For previous discussions go to Comm Archive #1 here or on the Archives Page
This piece first written in October 2004 holds up now with a few additions. I look
forward to your comments and additions.
As a Vietnam Veteran
by “John” Peterson
As a former member of the US Armed Forces during the Vietnam War and as one who lived through the terrible domestic
struggles here at home as a result of that War I had to come to grips with the meaning of my participation in an activity that
took the lives of others both combatants and civilian. I remember as I drove trucks loaded with napalm to Ton Son Nuet Air
Base in Saigon, finally coming to the understanding that I was as responsible for the consequences of that bomb as the
pilots who dropped them. Later I followed that logic back to all of those throughout the military who
handled/transported/produced/designed/financed that bomb. And finally to the American people who dug the raw material,
financed the military, and supported the government who created the War. This thinking held for napalm and all the
implements of war down to the simplest shoelaces, bed sheets, boxes of cereal and on and on and on. War is surely a
communal activity that involves all its members.
I remember asking myself difficult questions about how and when a person could take another’s life and not be burdened
with the murder of that person. I understood that a police officer in the protection of the community was given the authority
to take another’s life under the strictest of circumstances and still the personal consequences would be grave. That
authority does not come from the desire of the community for preservation, though it has that as a result. It does not come
from the desires of one its members for personal gain, that we recognize as corrupt. It comes from a deep moral and
ethical consideration that we invest in these officers to operate on the truth of a situation and only in the larger realm of
protecting those who cannot protect themselves. This is what police work is about, this is why we need officers who can
act, but only with trained instincts and clear thinking, knowing that what they act on is grounded in a fair and true
representation of what is in fact the case. They are then absolved, in the community’s eyes, from the terrible responsibility
of taking another’s life. We hope they personally will be free from the consequences as well. Even if it becomes clear that
the death was not warranted, if they act on the best and most honest information at hand we, the community, absolve them.
Without these underlying truths the person and the community are in grave danger.
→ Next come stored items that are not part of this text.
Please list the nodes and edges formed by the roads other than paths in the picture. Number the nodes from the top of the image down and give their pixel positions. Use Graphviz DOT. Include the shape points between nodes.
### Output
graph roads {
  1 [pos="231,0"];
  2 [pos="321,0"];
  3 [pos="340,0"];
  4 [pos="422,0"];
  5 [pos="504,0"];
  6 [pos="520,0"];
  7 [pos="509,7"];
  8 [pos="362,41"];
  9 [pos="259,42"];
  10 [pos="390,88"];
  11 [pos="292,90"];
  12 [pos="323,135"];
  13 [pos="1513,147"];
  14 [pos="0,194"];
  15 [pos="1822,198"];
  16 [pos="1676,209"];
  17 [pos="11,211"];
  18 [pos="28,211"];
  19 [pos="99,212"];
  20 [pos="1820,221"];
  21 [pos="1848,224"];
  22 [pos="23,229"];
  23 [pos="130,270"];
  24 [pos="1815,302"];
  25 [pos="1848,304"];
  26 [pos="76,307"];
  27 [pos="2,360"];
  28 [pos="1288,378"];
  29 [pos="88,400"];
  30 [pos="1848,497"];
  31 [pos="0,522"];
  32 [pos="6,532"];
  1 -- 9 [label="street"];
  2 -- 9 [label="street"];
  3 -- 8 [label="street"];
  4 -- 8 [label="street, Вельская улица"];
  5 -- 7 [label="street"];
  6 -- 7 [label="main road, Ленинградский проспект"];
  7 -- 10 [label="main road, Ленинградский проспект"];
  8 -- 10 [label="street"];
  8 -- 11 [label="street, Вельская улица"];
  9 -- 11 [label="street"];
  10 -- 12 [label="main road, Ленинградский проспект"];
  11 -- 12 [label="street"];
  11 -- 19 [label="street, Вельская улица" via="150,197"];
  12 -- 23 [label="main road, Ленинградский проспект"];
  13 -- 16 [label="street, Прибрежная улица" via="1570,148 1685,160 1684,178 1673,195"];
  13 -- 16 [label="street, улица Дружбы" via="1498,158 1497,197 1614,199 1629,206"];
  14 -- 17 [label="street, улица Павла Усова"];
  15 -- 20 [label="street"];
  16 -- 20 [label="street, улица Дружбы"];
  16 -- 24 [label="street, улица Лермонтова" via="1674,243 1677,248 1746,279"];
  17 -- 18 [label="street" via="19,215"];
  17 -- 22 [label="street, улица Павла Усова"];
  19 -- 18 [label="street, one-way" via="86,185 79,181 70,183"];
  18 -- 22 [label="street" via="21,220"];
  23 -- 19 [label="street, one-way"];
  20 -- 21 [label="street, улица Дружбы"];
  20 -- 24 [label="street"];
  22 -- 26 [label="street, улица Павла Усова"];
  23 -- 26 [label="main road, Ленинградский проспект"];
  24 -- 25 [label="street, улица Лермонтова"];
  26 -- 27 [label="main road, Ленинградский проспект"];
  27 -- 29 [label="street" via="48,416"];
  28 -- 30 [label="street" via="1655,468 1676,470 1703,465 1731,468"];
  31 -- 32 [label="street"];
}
Police offices who deviate from these stricture bare a great burden; the taking of an innocent life leaves a sever malady in
the community and in the officer, not to mention the family of the victim. And the burden becomes greater if the officer
operates out of carelessness or from false information or worse still with premeditation where the taking of a life becomes
murder. It becomes most egregious when it comes from policies reaching out from high office. All members of the
community are responsible for that office and that officer and the community bares the consequences for his/her action.
There is a great moral vacuum created when wrong is done in this way and it is not easily filled.
Members of the military in time of war are vested with these same imperatives but often in circumstances that can be far
more confusing and the outcome far more devastating. It is even more imperative that individuals and leaders operate on
the most lucid truth, insuring that truth is present at all levels and is conveyed in the most open and honest way. The
problem is that in the realm of power and politics lucid truth is often hard to come by. We hear much on the need for
transparency in the corridors of power. Openness, the willingness to reveal the thinking that precedes a decision, seems to
be a necessity but is mostly one of the spins that power puts on decision-making. So much of the decision-making process
stays under the banner of “Confidential” for years. Much never comes out at all.
But military personnel for the most part are far from the decision making process, they rely on the “chain of command” for
the authority to encage in the most damaging of human activities, the taking of another’s life. If that “chain of command”
begins from a point of failed thinking or worse, deception, then military personnel act without the absolute moral failsafe
regarding the taking of innocent life.
Sometimes, as again in the Vietnam era, members of the community and members of the military, once they find that the
premises of their actions and the actions of their government are flawed and are based on falsehood or worse, outright
deception, are propelled to another course of action by the need to redress this failure. There was a time in the early 70s
when the moral collapse in this country was eminent. Many chose to make extraordinary scarifies to right what was
becoming a spiral into a sinister realm. I knew some who fled the country, some who went to jail, some who lost jobs, some
whose futures were altered completely, some like myself and John Kerry who spent time in the War and came back to
actively protest the continuing “horror,” and horror it was. Some went far and paid dearly; Jane Fonda’s courage during
these times came back years later and proved difficult for her. I knew a man who fled to the mountains to resist the draft
and 25 years later had still not fully reengaged with the community. Some chose to join the National Guard and should not
be condemned for this.
It took thousands and millions of people in many ways to stop what had taking us beyond the realm of the acceptable.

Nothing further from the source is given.